When planning a thru-hike, there are many things to consider; gear is the first. Hiking gear is expensive, but I have learned it doesn’t have to be. I have successfully obtained my essentials for under $600. Here’s how I did it.
I made a wish list and humbly asked for outside support. (*Thank you to all those who are reading and graciously donated. Special thanks to the anonymous shoe donor. )
I requested product donations from many companies, and a lot of companies rejected me. I am grateful to the companies that said yes, ACR (personal locator beacon) and Moving Comfort (sports bras).
I don’t have disposable income, acquired most items over time.
I diligently searched for sales. I purchased new products but from previous seasons.
My tent was a top seller when it came out in 2013. The same tent that was awesome in 2013 is still excellent in 2015.

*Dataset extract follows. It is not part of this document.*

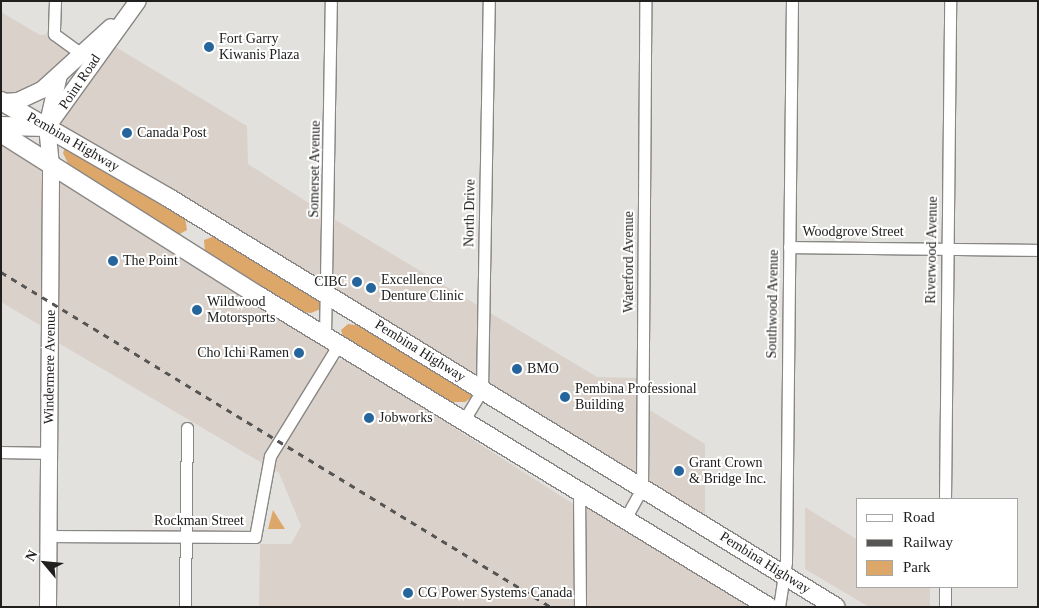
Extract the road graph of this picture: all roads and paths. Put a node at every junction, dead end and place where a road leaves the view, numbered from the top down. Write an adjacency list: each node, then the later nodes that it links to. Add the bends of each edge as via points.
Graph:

Rather than purchasing a newer version of the tent, I bought an inventory close-out model for $50, but the rain fly was missing.
I later purchased the rain fly for nearly 50% off (from the manufacturer as a replacement). I bought an open box footprint similar to the rain fly situation.
I used a lot of promo codes. I had friends sign up for internet sites that gave me a discount for referring friends. This method worked exceptionally well.
I took advantage of sales and after-the-sale deals (post-sale items aren’t sold during the original sale and are marked down even lower). Note: This practice sometimes meant losing out – because the item sold out.
Although I still don’t know what outfit(s) I’m wearing during the hike. I frequent the thrift store. Most thrift stores have unique color tags, with 50% off that color day. I look for special tag color items, but it’s a thrift store, so anything I find relevant and fits I purchase.
The hike is about way more than popular gear.
When you stop to think about it, it’s all going to get dirty.
A hike shouldn’t leave you financially broke.